• [Input records]:
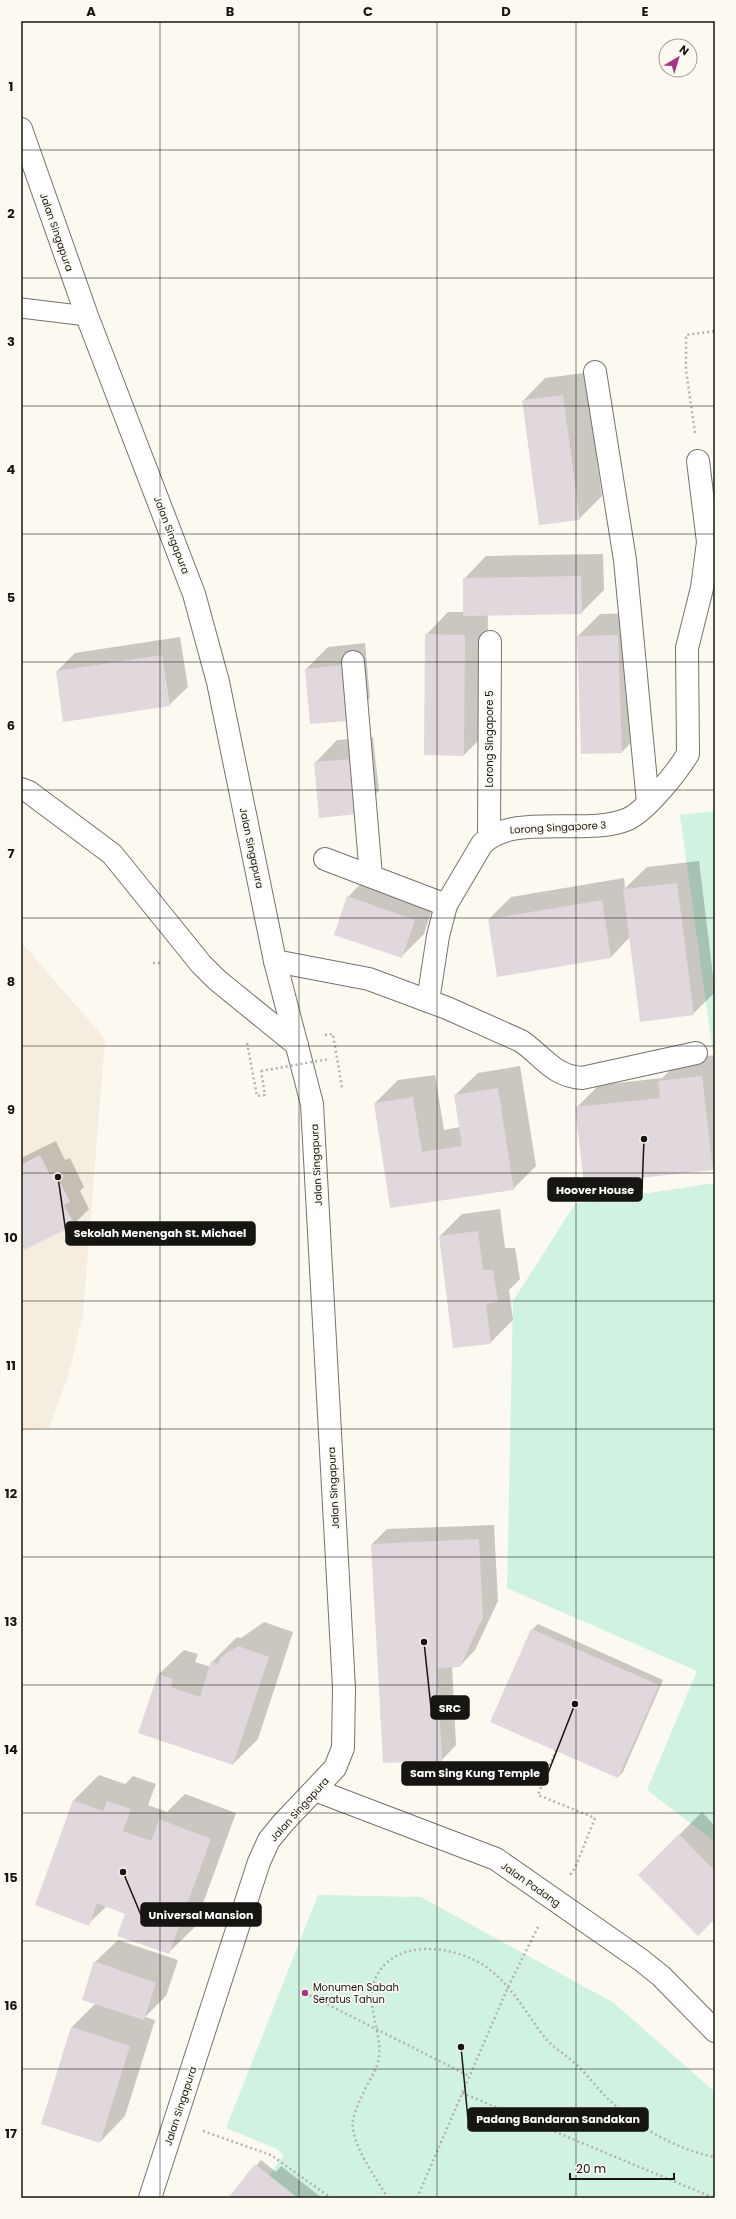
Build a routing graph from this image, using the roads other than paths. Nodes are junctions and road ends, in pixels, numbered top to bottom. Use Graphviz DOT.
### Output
graph roads {
  1 [pos="21,129"];
  2 [pos="21,308"];
  3 [pos="86,316"];
  4 [pos="595,372"];
  5 [pos="698,461"];
  6 [pos="490,642"];
  7 [pos="353,662"];
  8 [pos="21,789"];
  9 [pos="648,803"];
  10 [pos="489,837"];
  11 [pos="325,859"];
  12 [pos="371,876"];
  13 [pos="446,905"];
  14 [pos="275,961"];
  15 [pos="428,1001"];
  16 [pos="297,1044"];
  17 [pos="696,1053"];
  18 [pos="316,1790"];
  19 [pos="715,2032"];
  20 [pos="150,2198"];
  1 -- 3 [label="street, Jalan Singapura"];
  2 -- 3 [label="lane"];
  3 -- 14 [label="street, Jalan Singapura"];
  4 -- 9 [label="street"];
  5 -- 9 [label="street, Lorong Singapore 3"];
  6 -- 10 [label="street, Lorong Singapore 5"];
  7 -- 12 [label="street"];
  8 -- 16 [label="street"];
  9 -- 10 [label="street, Lorong Singapore 3"];
  10 -- 13 [label="street"];
  11 -- 12 [label="street"];
  12 -- 13 [label="street"];
  13 -- 15 [label="street"];
  14 -- 15 [label="street"];
  14 -- 16 [label="street, Jalan Singapura"];
  15 -- 17 [label="street"];
  16 -- 18 [label="street, Jalan Singapura"];
  18 -- 19 [label="street, Jalan Padang"];
  18 -- 20 [label="street, Jalan Singapura"];
}
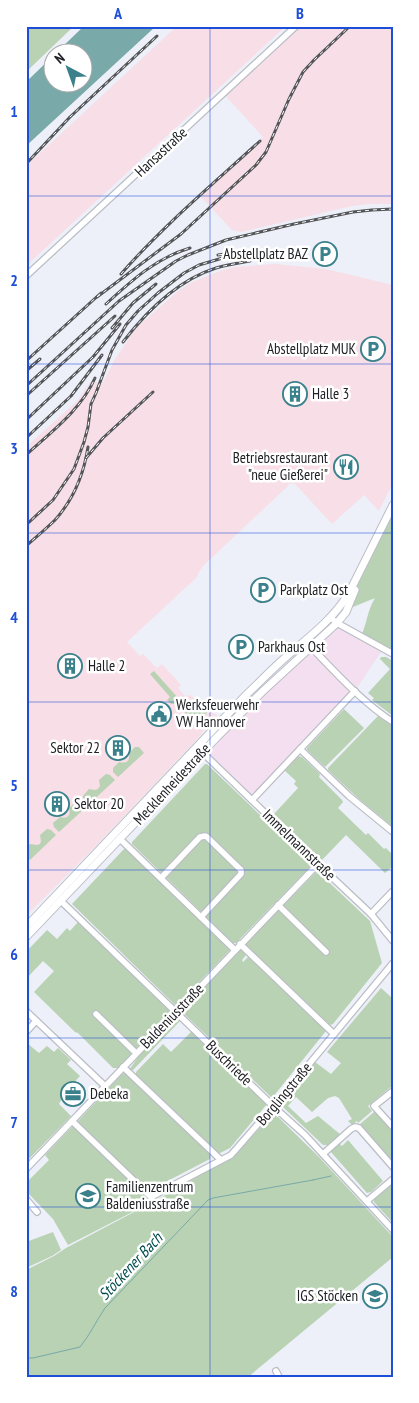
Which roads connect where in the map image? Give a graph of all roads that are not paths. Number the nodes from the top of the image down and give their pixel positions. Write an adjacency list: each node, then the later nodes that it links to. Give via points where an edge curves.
1 (296, 26): 2 (street, Hansastraße)
2 (26, 276)
3 (393, 505): 4 (main road, Mecklenheidestraße, via 366,560 349,605)
4 (334, 621): 5 (main road, Mecklenheidestraße); 6 (street); 8 (main road, Mecklenheidestraße, via 279,663)
5 (311, 647): 7 (street); 9 (main road, Mecklenheidestraße)
6 (393, 654)
7 (355, 691): 10 (street); 11 (street)
8 (247, 694): 9 (main road); 12 (main road, Mecklenheidestraße)
9 (246, 708): 13 (main road, Mecklenheidestraße)
10 (393, 722)
11 (300, 749): 14 (street); 15 (street, via 348,796)
12 (193, 751): 13 (main road); 24 (main road, Mecklenheidestraße)
13 (202, 752): 14 (street, Immelmannstraße); 16 (main road, Mecklenheidestraße)
14 (252, 800): 17 (street, Immelmannstraße)
15 (393, 832)
16 (120, 839): 18 (street); 20 (main road, Mecklenheidestraße)
17 (318, 864): 21 (street, Baldeniusstraße); 22 (street, Immelmannstraße)
18 (161, 878): 23 (street); 23 (street, via 200,837 205,836 241,870)
19 (393, 891): 22 (street)
20 (61, 901): 25 (main road, Mecklenheidestraße); 32 (street, Buschriede)
21 (278, 905): 27 (street, Baldeniusstraße); 29 (street)
22 (372, 914): 26 (street, Immelmannstraße)
23 (200, 916): 28 (street)
24 (26, 927)
25 (26, 937)
26 (393, 941)
27 (240, 944): 28 (street, Baldeniusstraße); 36 (street)
28 (235, 950): 32 (street, Baldeniusstraße)
29 (326, 952)
30 (393, 963): 36 (street, Borglingstraße)
31 (26, 1011): 34 (street)
32 (176, 1012): 37 (street, Baldeniusstraße); 41 (street, Buschriede)
33 (96, 1014): 37 (street)
34 (36, 1021): 35 (street); 39 (street)
35 (26, 1032)
36 (334, 1034): 41 (street, Borglingstraße)
37 (136, 1053): 38 (street, Baldeniusstraße)
38 (123, 1067): 39 (street, Baldeniusstraße); 45 (street)
39 (104, 1086): 42 (street, Baldeniusstraße)
40 (393, 1091): 43 (street, via 374,1106)
41 (274, 1107): 44 (street, Buschriede); 45 (street, Borglingstraße, via 231,1155)
42 (72, 1121): 45 (street, Borglingstraße, via 151,1197); 47 (street, Baldeniusstraße)
43 (393, 1127)
44 (323, 1154): 46 (street, via 355,1127); 50 (street, Buschriede)
45 (221, 1160)
46 (393, 1167)
47 (26, 1169)
48 (393, 1179): 50 (street)
49 (26, 1199): 51 (street)
50 (367, 1201): 52 (street, Buschriede)
51 (37, 1212)
52 (393, 1230)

• [Exercise details]:
The answer must be every line from the records above that contains "roads".

• [Answer section]:
Build a routing graph from this image, using the roads other than paths. Nodes are junctions and road ends, in pixels, numbered top to bottom. Use Graphviz DOT.
graph roads {
Which roads connect where in the map image? Give a graph of all roads that are not paths. Number the nodes from the top of the image down and give their pixel positions. Write an adjacency list: each node, then the later nodes that it links to. Give via points where an edge curves.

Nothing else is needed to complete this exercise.